Il était seulement trois heures de l'après-midi. Nous avions donc décidé d'essayer d'intégrer quelque chose au programme de demain. La chose la plus proche (et la plus facile) à faire était la Clapham Junction Cart Ruts, une série de pistes reliées à la terre. dans le rocher. Personne ne sait exactement qui ou pourquoi ils ont été creusés dans le roc, mais la théorie qui prévaut est qu'ils ont été causés par des charrettes en bois parcourant les mêmes pistes encore et encore, dévorant lentement le roc. Leur fabrication fait l’objet de débats importants et va de 2000 à 700 avant notre ère, mais en réalité, personne ne le sait vraiment. Nous sommes donc partis à la découverte de ces artefacts historiques fascinants qui, selon Google, n'étaient qu'à quinze minutes en voiture. En route, nous avons trouvé la route que nous étions censés descendre et c'était une rue à sens unique non pavée! Nous avons donc poursuivi notre chemin en essayant de trouver un autre moyen d'entrer. Après avoir arrêté Alex, elle a regardé sur son téléphone et a trouvé des indications sur un site Web, car Google se révélait inutile, car il essayait de nous emmener sur des routes fermées. Même en suivant ces indications, nous avons eu du mal à le trouver, car la région dans laquelle il se trouve est un véritable labyrinthe de labyrinthes de petites routes et de ruelles. Nous avons traversé la même ville trois fois avant de finalement trouver la bonne route et enfin de comprendre pourquoi elle avait été si difficile à localiser. La route entière qui menait aux ornières de la charrette avait été déchirée et se relâchait. En conséquence, il était uniquement ouvert au trafic résidentiel, ce qui signifiait que nous devions garer la voiture à proximité et continuer à pied.

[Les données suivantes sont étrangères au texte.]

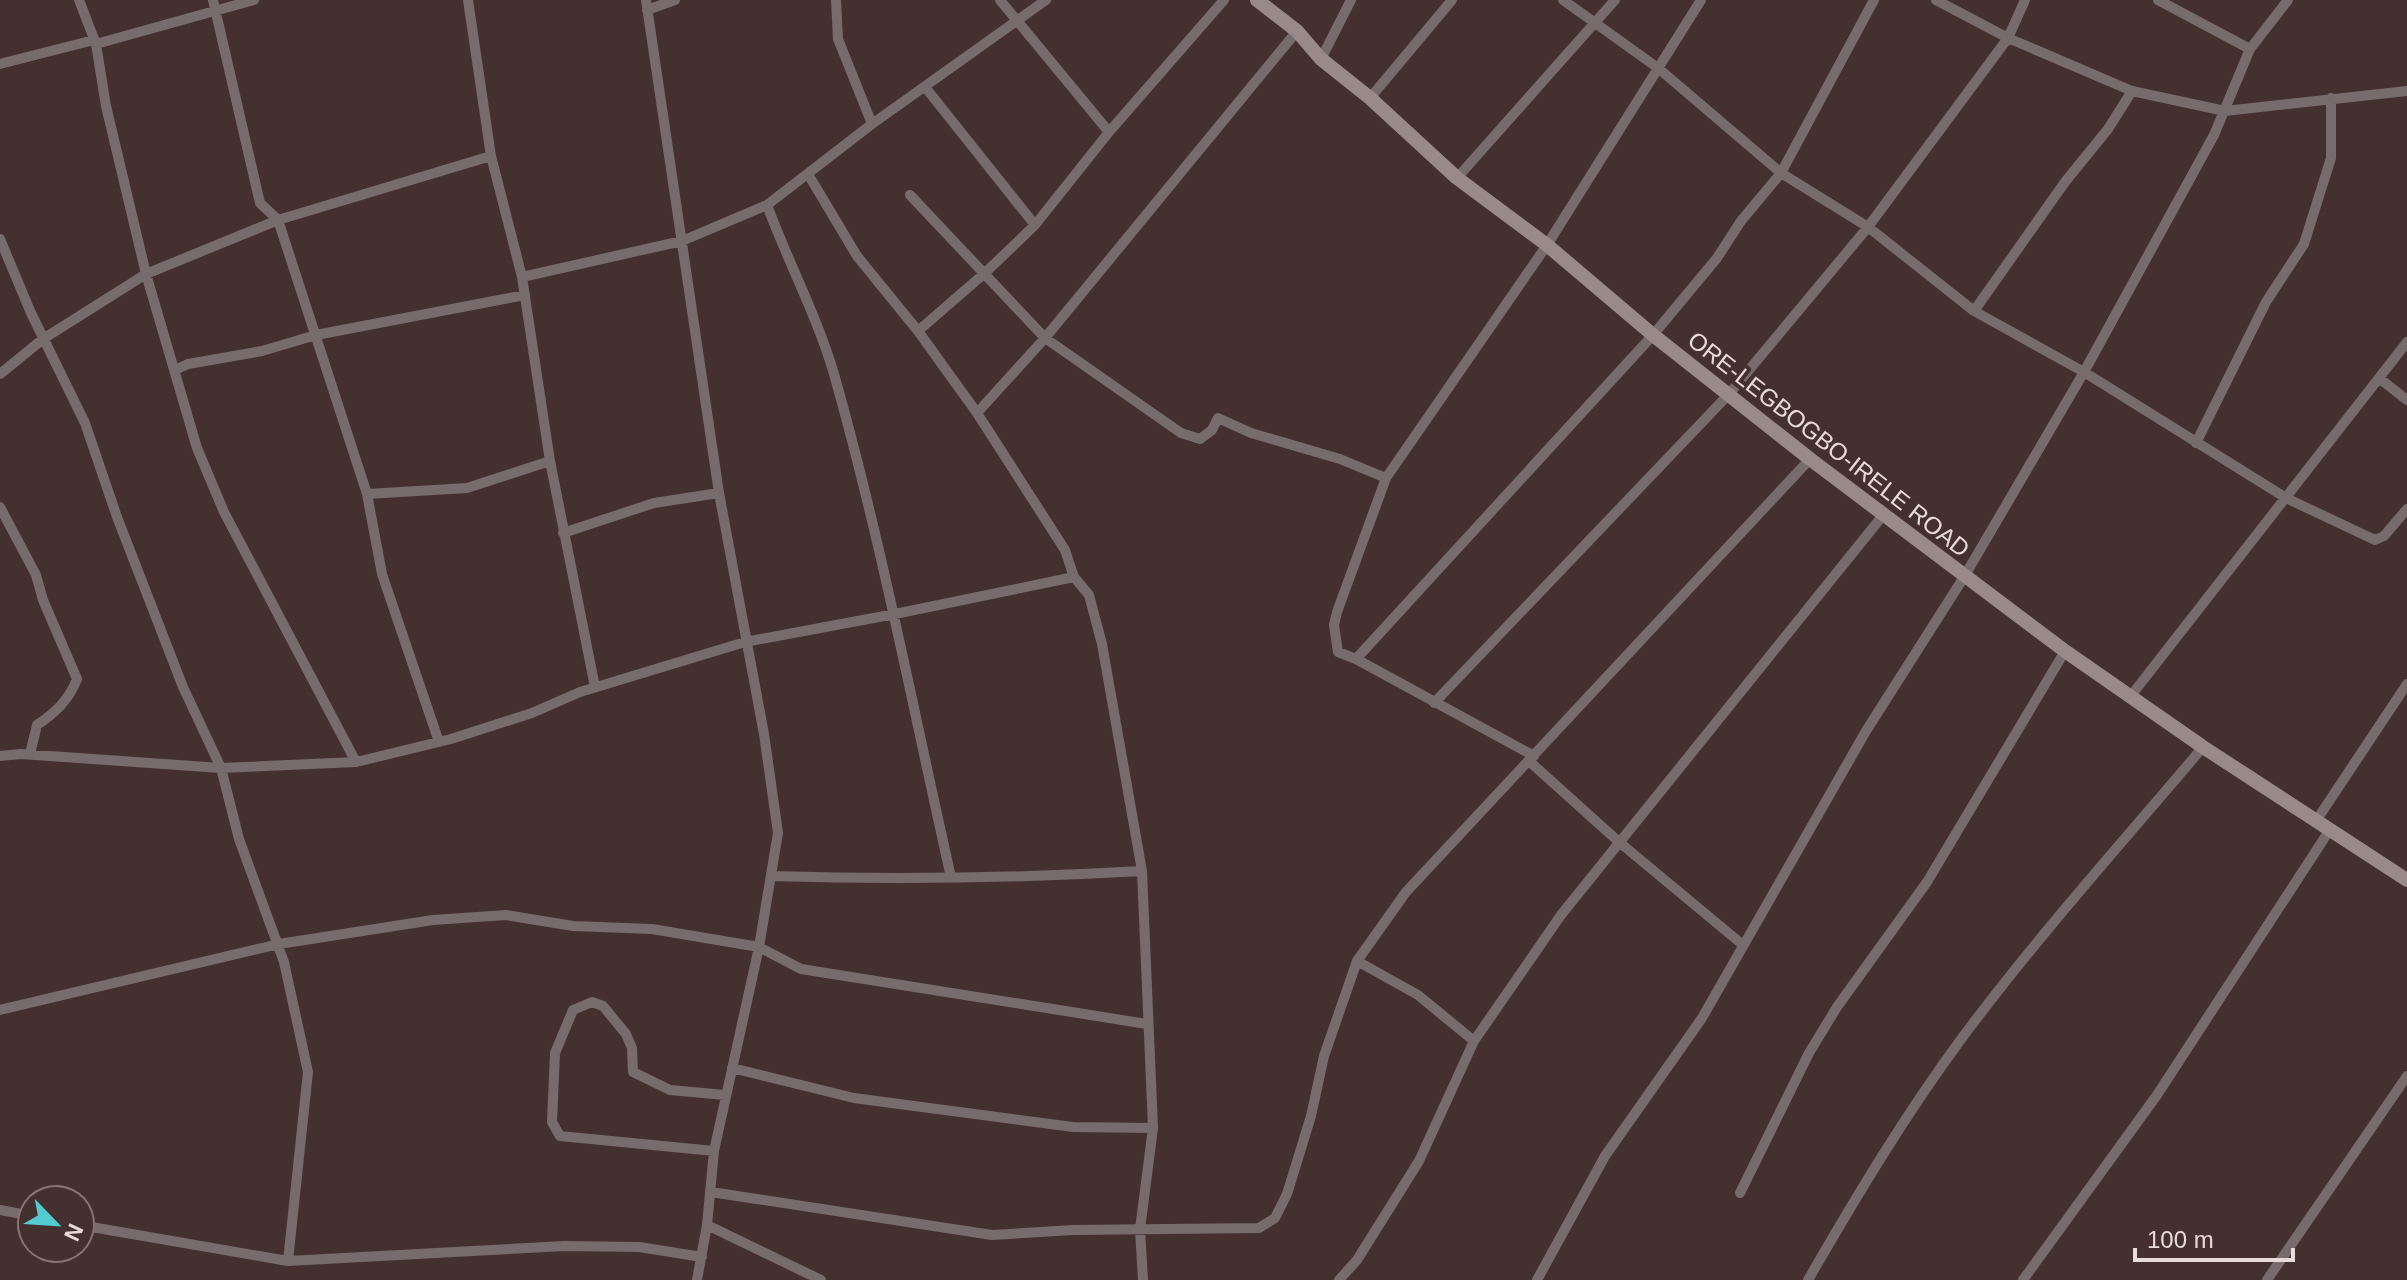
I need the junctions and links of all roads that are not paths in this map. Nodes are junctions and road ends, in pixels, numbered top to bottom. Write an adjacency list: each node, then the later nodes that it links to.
1 (79, 0): 26 (street)
2 (254, 0): 20 (street)
3 (468, 0): 39 (street)
4 (675, 0): 21 (street)
5 (836, 0): 37 (street)
6 (1000, 0): 22 (street)
7 (1046, 0): 22 (street)
8 (1224, 0): 38 (street)
9 (1257, 0): 24 (main road, ORE-LEGBOGBO-IRELE ROAD)
10 (1351, 0): 28 (street)
11 (1452, 0): 34 (street)
12 (1563, 0): 23 (street)
13 (1615, 0): 23 (street)
14 (1701, 0): 30 (street)
15 (1874, 0): 40 (street)
16 (1936, 0): 25 (street)
17 (2025, 0): 25 (street)
18 (2158, 0): 27 (street)
19 (2288, 0): 27 (street)
20 (214, 5): 26 (street); 45 (street)
21 (646, 5): 49 (street)
22 (1015, 21): 31 (street); 38 (street)
23 (1595, 24): 30 (street); 42 (street)
24 (1297, 31): 28 (main road, ORE-LEGBOGBO-IRELE ROAD); 59 (street)
25 (2008, 38): 32 (street); 47 (street)
26 (95, 42): 29 (street); 52 (street)
27 (2250, 49): 36 (street)
28 (1321, 59): 34 (main road, ORE-LEGBOGBO-IRELE ROAD)
29 (0, 64)
30 (1658, 68): 40 (street); 50 (street)
31 (925, 87): 37 (street); 46 (street)
32 (2132, 91): 36 (street); 55 (street)
33 (2407, 91): 35 (street)
34 (1370, 98): 42 (main road, ORE-LEGBOGBO-IRELE ROAD)
35 (2331, 98): 36 (street); 69 (street)
36 (2225, 111): 63 (street)
37 (872, 124): 41 (street)
38 (1109, 132): 46 (street)
39 (491, 156): 45 (street); 53 (street)
40 (1781, 173): 47 (street); 58 (street)
41 (808, 174): 44 (street); 56 (street)
42 (1457, 178): 50 (main road, ORE-LEGBOGBO-IRELE ROAD)
43 (910, 195): 51 (street)
44 (767, 205): 49 (street); 82 (street)
45 (278, 220): 52 (street); 57 (street)
46 (1035, 225): 51 (street)
47 (1868, 227): 55 (street); 66 (street)
48 (0, 239): 60 (street)
49 (682, 241): 53 (street); 73 (street)
50 (1547, 245): 58 (main road, ORE-LEGBOGBO-IRELE ROAD); 72 (street)
51 (986, 272): 56 (street); 59 (street)
52 (146, 274): 60 (street); 62 (street)
53 (522, 277): 54 (street)
54 (525, 295): 57 (street); 71 (street)
55 (1974, 311): 63 (street)
56 (918, 331): 68 (street)
57 (316, 335): 62 (street); 74 (street)
58 (1653, 335): 66 (main road, ORE-LEGBOGBO-IRELE ROAD); 85 (street)
59 (1045, 338): 68 (street); 72 (street)
60 (43, 339): 64 (street); 96 (street)
61 (2407, 342): 65 (street)
62 (175, 370): 95 (street)
63 (2084, 372): 69 (street); 81 (street)
64 (0, 374)
65 (2379, 378): 67 (street); 75 (street)
66 (1729, 394): 70 (main road, ORE-LEGBOGBO-IRELE ROAD); 89 (street)
67 (2407, 400)
68 (977, 413): 80 (street)
69 (2196, 443): 75 (street)
70 (1810, 459): 78 (main road, ORE-LEGBOGBO-IRELE ROAD); 94 (street)
71 (550, 461): 74 (street); 79 (street)
72 (1386, 478): 85 (street)
73 (719, 493): 79 (street); 83 (street)
74 (367, 494): 90 (street)
75 (2286, 498): 77 (street); 88 (street)
76 (0, 507): 92 (street)
77 (2407, 509)
78 (1884, 514): 81 (main road, ORE-LEGBOGBO-IRELE ROAD); 99 (street)
79 (563, 533): 87 (street)
80 (1074, 577): 82 (street); 100 (street)
81 (1964, 577): 84 (main road, ORE-LEGBOGBO-IRELE ROAD); 105 (street)
82 (895, 614): 83 (street); 102 (street)
83 (745, 642): 87 (street); 101 (street)
84 (2065, 651): 88 (main road, ORE-LEGBOGBO-IRELE ROAD); 117 (street)
85 (1356, 659): 89 (street)
86 (2407, 684): 97 (street)
87 (595, 687): 90 (street)
88 (2130, 697): 91 (main road, ORE-LEGBOGBO-IRELE ROAD)
89 (1434, 703): 94 (street)
90 (439, 742): 95 (street)
91 (2203, 747): 97 (main road, ORE-LEGBOGBO-IRELE ROAD); 128 (street)
92 (30, 754): 93 (street); 96 (street)
93 (0, 756)
94 (1531, 758): 99 (street); 107 (street)
95 (356, 762): 96 (street)
96 (221, 768): 104 (street)
97 (2316, 821): 98 (main road, ORE-LEGBOGBO-IRELE ROAD)
98 (2329, 831): 103 (main road, ORE-LEGBOGBO-IRELE ROAD); 129 (street)
99 (1619, 842): 105 (street); 110 (street)
100 (1142, 871): 102 (street); 109 (street)
101 (772, 876): 102 (street); 106 (street)
102 (951, 877)
103 (2407, 880)
104 (279, 944): 106 (street); 108 (street); 122 (street)
105 (1743, 945): 127 (street)
106 (759, 947): 109 (street); 111 (street)
107 (1357, 961): 110 (street); 120 (street)
108 (0, 1010)
109 (1147, 1024): 114 (street)
110 (1474, 1041): 126 (street)
111 (732, 1068): 113 (street); 114 (street)
112 (2407, 1076): 130 (street)
113 (725, 1095): 115 (street); 115 (street)
114 (1153, 1128): 120 (street)
115 (714, 1151): 116 (street)
116 (711, 1192): 118 (street); 120 (street)
117 (1740, 1193)
118 (707, 1225): 121 (street); 124 (street)
119 (96, 1228): 122 (street)
120 (1140, 1229): 125 (street)
121 (702, 1257): 122 (street); 123 (street)
122 (288, 1261)
123 (697, 1280)
124 (821, 1280)
125 (1143, 1280)
126 (1339, 1280)
127 (1537, 1280)
128 (1808, 1280)
129 (2023, 1280)
130 (2267, 1280)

Nous avons trouvé un panneau et avons tourné à droite sur une prairie rocheuse qui menait à une carrière, n'ayant aucune idée de la façon dont nous allions trouver ces ornières, qui semblaient ne pas être surveillées ou protégées par personne. Après de longues recherches, nous les avons trouvés près du début de la carrière, sur le côté, sans aucun signe indiquant qu'ils étaient là; juste une série de pistes dans le rocher, complètement non marquées, sans rien pour vous dire la grande importance que vous avez été témoin. La lumière s'estompant lentement au coucher du soleil, nous avons donc rapidement pris des photos en suivant les traces. Certains d'entre eux étaient plutôt faibles, mais d'autres étaient distincts, se croisant autant qu'ils coupaient à travers le rocher. C’était un mystère déroutant, mais au moins nous les avons trouvés! Pour couronner le tout, la région est assez élevée et nous avons donc eu une vue imprenable sur une grande partie de Malte, évasée juste en dessous de nous. C’était une excellente façon de terminer la journée et, même si cela aurait été agréable de l’avoir trouvée plus tôt, rien ne vaut une vue magnifique au coucher du soleil pour finir une journée de découverte.

Sur le chemin du retour, nous avons trouvé la bonne route que nous aurions dû prendre, mais sans aucune signalisation (et Google n’en ayant aucune idée), c’était une aiguille dans une botte de foin pour trouver la bonne route la première fois. Après un trajet rapide pour rentrer chez nous, évitant la majeure partie de la terrible heure de pointe maltaise, nous avons passé le reste de la nuit au repos et au travail, pendant que Alex préparait un délicieux risotto au poulet, aux champignons et au chorizo ​​pour le dîner. À la lumière d’aujourd’hui, nous avions réorganisé notre journée de demain et nous nous rendions à Mdina, la patrie ancestrale de Malte.